DATASET EXCERPTS section start

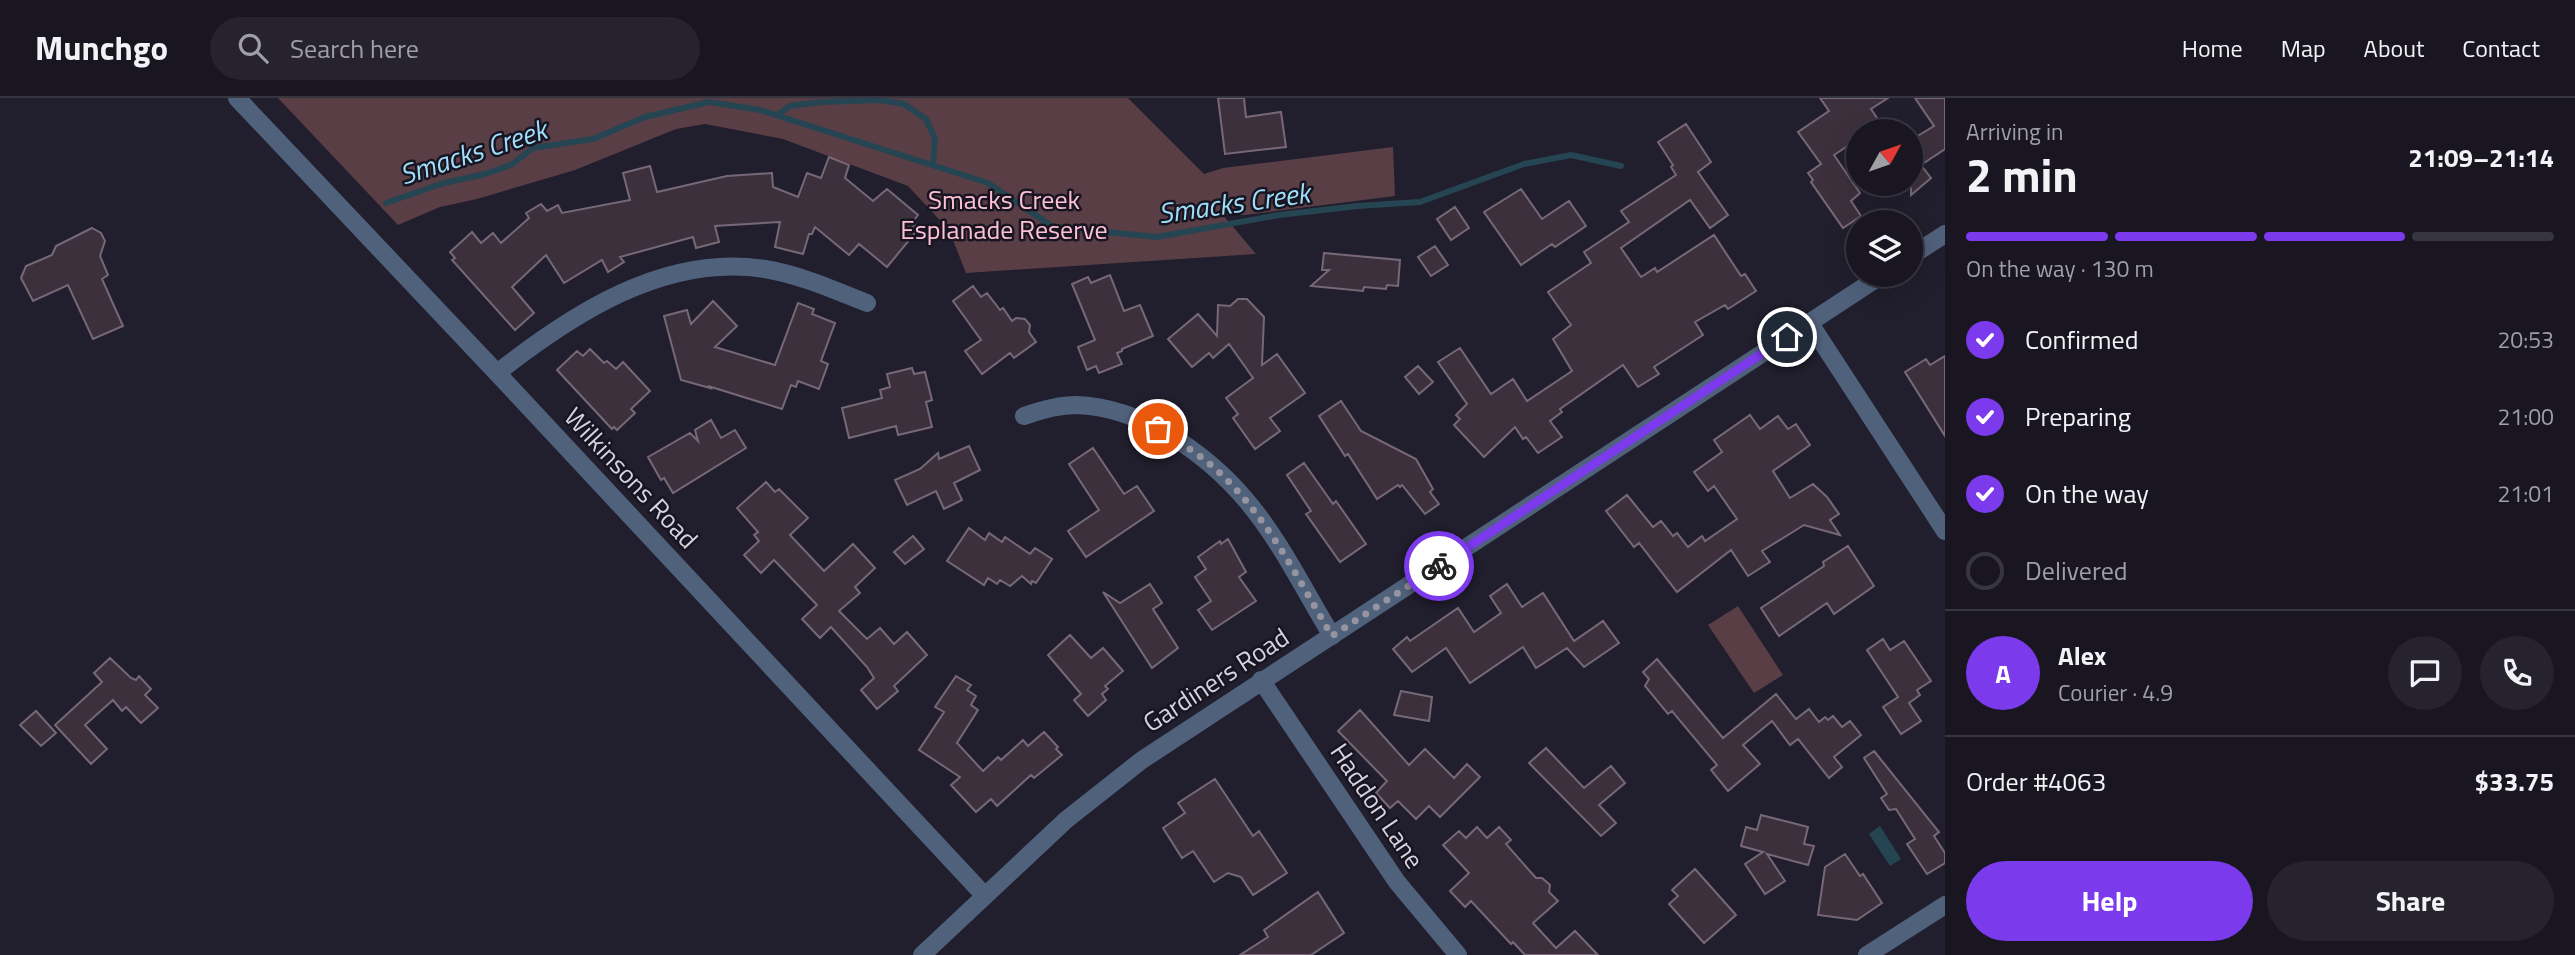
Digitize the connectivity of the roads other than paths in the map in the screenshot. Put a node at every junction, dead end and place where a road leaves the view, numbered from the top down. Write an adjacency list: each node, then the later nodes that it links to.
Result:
1 (237, 98): 7 (street, Wilkinsons Road)
2 (1945, 234): 3 (street)
3 (1923, 248)
4 (1863, 287): 6 (street, Gardiners Road)
5 (867, 303): 7 (street)
6 (1809, 322): 9 (street); 10 (street, Gardiners Road)
7 (497, 373): 12 (street, Wilkinsons Road)
8 (1024, 416): 10 (street)
9 (1945, 531)
10 (1332, 636): 11 (street, Gardiners Road)
11 (1261, 680): 12 (street, Gardiners Road); 15 (street, Haddon Lane)
12 (985, 895): 14 (street, Gardiners Road)
13 (1945, 905): 16 (street)
14 (922, 955)
15 (1458, 955)
16 (1867, 955)

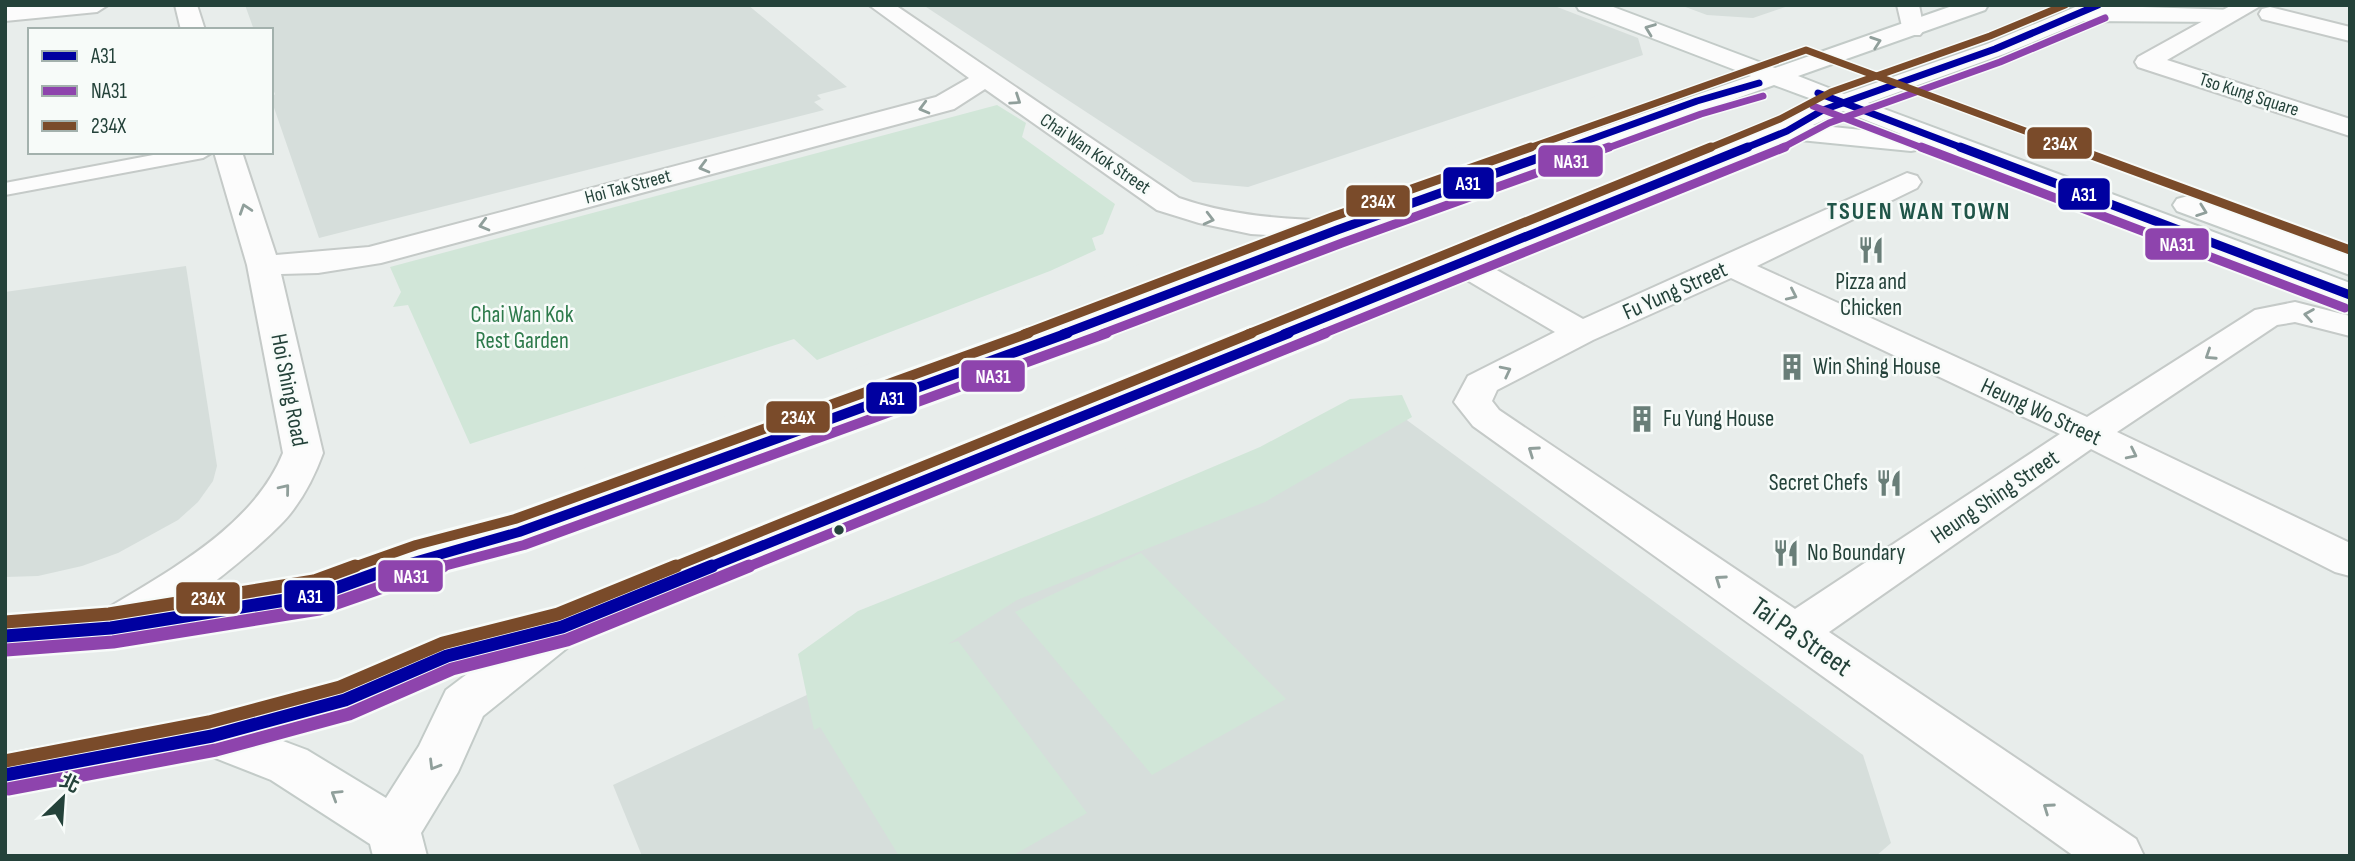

DATASET EXCERPTS section end

| WHAT THE TASK REQUIRES |
Type the entries above out again exactly, with no pictures.

| REPLY |
Digitize the connectivity of the roads other than paths in the map in the screenshot. Put a node at every junction, dead end and place where a road leaves the view, numbered from the top down. Write an adjacency list: each node, then the later nodes that it links to.
Result:
1 (237, 98): 7 (street, Wilkinsons Road)
2 (1945, 234): 3 (street)
3 (1923, 248)
4 (1863, 287): 6 (street, Gardiners Road)
5 (867, 303): 7 (street)
6 (1809, 322): 9 (street); 10 (street, Gardiners Road)
7 (497, 373): 12 (street, Wilkinsons Road)
8 (1024, 416): 10 (street)
9 (1945, 531)
10 (1332, 636): 11 (street, Gardiners Road)
11 (1261, 680): 12 (street, Gardiners Road); 15 (street, Haddon Lane)
12 (985, 895): 14 (street, Gardiners Road)
13 (1945, 905): 16 (street)
14 (922, 955)
15 (1458, 955)
16 (1867, 955)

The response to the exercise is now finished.